== YOUR TASK ==
For the listing below, report all lines that hold the word "roads".

== DATA ==
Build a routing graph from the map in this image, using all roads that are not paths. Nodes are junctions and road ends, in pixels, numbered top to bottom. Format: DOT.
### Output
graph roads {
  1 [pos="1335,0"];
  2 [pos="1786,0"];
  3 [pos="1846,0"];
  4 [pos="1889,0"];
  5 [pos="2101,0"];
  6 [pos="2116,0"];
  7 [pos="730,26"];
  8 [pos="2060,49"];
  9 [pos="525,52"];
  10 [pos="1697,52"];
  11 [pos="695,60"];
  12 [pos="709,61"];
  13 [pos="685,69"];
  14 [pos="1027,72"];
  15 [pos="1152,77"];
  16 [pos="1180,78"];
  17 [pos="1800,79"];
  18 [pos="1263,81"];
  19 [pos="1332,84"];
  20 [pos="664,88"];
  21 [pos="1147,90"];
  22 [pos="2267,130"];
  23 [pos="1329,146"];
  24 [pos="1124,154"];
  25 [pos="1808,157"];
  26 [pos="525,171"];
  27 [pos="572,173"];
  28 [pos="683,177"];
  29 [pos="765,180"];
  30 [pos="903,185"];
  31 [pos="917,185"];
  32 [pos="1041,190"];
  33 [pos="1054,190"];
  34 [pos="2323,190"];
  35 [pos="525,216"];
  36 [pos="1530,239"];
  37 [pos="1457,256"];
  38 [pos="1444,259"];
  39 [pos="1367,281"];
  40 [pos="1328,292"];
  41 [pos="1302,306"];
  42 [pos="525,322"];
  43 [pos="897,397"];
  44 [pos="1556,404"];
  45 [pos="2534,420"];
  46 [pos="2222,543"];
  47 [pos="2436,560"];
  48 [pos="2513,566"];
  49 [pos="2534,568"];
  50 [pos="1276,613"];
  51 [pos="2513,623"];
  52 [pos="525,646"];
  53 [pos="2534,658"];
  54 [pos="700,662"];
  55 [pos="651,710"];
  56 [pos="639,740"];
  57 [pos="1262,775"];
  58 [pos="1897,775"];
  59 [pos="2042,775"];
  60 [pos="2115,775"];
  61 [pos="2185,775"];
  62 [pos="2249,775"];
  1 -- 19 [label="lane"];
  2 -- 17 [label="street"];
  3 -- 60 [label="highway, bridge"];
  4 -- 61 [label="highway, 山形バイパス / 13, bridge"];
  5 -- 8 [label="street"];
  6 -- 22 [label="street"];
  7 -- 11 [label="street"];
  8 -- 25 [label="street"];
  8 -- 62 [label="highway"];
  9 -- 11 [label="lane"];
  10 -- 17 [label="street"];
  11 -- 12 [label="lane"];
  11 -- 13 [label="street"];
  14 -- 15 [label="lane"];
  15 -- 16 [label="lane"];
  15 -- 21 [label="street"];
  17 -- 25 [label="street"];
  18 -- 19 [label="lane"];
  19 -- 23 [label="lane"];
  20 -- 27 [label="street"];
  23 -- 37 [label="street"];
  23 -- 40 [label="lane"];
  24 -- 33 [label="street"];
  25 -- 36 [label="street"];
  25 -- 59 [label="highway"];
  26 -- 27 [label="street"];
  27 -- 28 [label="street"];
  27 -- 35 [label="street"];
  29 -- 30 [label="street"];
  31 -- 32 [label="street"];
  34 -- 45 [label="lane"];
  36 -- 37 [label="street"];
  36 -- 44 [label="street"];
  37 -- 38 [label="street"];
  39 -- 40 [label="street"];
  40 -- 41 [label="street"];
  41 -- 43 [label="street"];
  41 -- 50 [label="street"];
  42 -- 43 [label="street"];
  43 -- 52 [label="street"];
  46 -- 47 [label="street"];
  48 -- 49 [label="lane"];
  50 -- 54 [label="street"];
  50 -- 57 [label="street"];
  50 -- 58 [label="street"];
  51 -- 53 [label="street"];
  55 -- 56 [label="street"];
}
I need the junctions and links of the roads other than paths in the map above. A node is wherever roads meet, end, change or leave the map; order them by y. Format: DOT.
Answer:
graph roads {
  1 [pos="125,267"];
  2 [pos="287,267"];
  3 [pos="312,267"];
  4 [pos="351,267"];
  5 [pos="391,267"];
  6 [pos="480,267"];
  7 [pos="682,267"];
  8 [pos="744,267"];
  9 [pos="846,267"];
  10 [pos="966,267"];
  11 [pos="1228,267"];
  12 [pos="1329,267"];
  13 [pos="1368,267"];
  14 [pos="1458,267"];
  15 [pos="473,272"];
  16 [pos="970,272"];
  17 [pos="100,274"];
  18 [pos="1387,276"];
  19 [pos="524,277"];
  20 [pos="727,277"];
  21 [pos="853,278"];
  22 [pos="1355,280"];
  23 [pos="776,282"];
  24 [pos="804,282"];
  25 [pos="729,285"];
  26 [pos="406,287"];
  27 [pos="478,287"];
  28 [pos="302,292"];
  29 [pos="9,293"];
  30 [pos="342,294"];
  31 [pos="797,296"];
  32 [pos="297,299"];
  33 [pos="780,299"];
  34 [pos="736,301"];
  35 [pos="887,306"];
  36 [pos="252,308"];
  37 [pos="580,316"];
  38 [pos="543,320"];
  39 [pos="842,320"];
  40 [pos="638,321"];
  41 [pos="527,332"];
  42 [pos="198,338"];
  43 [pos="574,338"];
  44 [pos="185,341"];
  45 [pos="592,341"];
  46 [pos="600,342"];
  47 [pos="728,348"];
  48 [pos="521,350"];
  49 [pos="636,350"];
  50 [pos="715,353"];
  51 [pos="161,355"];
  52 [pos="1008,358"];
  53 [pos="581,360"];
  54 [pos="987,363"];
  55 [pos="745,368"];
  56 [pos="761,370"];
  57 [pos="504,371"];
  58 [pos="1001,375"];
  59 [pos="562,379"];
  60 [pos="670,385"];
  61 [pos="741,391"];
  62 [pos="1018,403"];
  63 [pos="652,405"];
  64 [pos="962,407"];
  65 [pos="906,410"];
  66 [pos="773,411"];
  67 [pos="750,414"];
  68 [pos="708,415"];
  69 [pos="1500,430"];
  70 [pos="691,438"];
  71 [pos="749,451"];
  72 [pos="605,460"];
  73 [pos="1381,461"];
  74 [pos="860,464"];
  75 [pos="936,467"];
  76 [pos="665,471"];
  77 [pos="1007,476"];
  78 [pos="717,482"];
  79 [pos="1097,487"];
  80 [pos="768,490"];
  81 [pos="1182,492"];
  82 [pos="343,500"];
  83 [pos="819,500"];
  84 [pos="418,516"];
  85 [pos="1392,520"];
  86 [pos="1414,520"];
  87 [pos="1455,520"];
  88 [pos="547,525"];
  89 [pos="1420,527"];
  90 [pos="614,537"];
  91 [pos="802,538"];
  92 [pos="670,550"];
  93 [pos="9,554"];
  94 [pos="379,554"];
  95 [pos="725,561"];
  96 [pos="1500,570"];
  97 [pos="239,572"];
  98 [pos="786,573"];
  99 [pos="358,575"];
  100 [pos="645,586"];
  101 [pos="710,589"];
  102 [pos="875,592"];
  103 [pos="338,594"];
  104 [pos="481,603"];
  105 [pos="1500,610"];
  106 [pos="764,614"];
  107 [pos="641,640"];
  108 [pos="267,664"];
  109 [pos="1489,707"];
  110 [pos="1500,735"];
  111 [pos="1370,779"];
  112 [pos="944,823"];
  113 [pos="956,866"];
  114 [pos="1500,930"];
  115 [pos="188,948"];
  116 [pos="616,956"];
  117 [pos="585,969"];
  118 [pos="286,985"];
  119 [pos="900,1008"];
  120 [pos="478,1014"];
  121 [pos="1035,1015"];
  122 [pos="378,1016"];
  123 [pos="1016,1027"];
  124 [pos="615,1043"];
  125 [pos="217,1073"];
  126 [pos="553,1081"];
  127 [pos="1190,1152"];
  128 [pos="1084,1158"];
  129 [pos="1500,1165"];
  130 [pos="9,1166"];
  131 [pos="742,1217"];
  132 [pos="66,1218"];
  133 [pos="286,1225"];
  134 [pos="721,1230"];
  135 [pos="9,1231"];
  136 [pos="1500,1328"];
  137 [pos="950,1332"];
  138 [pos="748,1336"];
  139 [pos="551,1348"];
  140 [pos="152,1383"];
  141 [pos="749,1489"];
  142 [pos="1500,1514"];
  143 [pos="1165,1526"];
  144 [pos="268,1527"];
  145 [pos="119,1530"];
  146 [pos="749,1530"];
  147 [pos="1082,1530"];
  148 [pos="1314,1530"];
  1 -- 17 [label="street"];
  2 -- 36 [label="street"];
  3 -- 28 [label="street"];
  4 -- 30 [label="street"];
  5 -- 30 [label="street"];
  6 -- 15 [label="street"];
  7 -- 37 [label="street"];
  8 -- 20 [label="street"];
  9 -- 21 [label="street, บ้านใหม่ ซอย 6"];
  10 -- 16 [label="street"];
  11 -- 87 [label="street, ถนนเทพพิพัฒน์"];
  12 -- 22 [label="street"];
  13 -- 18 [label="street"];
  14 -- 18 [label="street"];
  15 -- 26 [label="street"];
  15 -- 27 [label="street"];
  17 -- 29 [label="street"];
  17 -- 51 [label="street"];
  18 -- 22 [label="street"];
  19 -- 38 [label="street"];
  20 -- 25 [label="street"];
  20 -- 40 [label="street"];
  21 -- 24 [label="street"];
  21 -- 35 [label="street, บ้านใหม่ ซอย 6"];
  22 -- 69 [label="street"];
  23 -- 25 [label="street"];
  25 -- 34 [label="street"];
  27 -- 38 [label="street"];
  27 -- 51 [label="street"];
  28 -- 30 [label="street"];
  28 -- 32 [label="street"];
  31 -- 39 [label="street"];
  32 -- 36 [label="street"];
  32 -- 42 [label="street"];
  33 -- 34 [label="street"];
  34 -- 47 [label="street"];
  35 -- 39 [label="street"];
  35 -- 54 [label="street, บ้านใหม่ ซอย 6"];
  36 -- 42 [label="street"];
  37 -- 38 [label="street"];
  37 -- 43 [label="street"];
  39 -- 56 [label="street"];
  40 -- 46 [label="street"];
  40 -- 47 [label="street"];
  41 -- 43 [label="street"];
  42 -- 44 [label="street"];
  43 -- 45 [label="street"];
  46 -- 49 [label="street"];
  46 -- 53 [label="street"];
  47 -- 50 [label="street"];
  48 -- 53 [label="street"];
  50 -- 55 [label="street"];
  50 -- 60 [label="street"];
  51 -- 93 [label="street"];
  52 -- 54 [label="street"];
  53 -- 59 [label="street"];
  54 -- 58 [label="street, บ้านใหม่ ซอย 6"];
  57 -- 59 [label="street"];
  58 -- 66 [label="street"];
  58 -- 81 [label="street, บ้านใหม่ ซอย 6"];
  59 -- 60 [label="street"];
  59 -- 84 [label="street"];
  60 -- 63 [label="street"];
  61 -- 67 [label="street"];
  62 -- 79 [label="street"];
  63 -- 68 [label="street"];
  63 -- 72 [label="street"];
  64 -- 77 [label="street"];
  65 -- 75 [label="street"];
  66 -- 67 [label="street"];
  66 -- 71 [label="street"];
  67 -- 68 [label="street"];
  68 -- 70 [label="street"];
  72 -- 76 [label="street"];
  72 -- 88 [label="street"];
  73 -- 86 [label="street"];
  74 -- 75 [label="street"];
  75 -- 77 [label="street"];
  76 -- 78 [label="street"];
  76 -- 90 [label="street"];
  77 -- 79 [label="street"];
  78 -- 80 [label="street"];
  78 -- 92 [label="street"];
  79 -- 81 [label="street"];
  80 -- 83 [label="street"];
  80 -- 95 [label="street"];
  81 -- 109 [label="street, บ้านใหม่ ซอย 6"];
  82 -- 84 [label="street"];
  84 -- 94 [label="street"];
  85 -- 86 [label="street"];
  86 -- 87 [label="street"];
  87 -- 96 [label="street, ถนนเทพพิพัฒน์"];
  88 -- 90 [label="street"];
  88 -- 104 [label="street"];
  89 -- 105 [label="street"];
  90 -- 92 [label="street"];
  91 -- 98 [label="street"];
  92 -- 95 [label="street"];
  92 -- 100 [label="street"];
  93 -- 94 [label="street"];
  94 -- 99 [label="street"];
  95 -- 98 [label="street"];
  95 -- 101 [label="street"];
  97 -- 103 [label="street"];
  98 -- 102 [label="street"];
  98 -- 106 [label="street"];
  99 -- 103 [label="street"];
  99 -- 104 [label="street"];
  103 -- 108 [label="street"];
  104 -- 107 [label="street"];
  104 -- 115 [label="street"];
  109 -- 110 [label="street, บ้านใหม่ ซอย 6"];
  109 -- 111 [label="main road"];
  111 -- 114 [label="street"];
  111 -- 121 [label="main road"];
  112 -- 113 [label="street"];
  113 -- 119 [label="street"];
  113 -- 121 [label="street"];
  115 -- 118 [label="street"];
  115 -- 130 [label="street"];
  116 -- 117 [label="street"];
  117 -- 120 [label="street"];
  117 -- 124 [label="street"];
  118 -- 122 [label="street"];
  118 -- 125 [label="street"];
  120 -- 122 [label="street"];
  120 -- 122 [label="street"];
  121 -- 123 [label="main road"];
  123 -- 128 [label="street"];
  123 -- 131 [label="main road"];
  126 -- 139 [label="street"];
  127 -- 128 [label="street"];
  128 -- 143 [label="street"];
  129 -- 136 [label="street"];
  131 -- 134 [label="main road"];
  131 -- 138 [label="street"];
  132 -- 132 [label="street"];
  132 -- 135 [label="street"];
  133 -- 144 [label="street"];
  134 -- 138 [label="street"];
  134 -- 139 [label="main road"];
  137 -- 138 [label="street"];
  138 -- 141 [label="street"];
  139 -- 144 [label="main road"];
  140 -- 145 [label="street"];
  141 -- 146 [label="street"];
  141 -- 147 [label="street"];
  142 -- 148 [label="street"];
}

== RESULT OF THIS TASK ==
Build a routing graph from the map in this image, using all roads that are not paths. Nodes are junctions and road ends, in pixels, numbered top to bottom. Format: DOT.
graph roads {
I need the junctions and links of the roads other than paths in the map above. A node is wherever roads meet, end, change or leave the map; order them by y. Format: DOT.
graph roads {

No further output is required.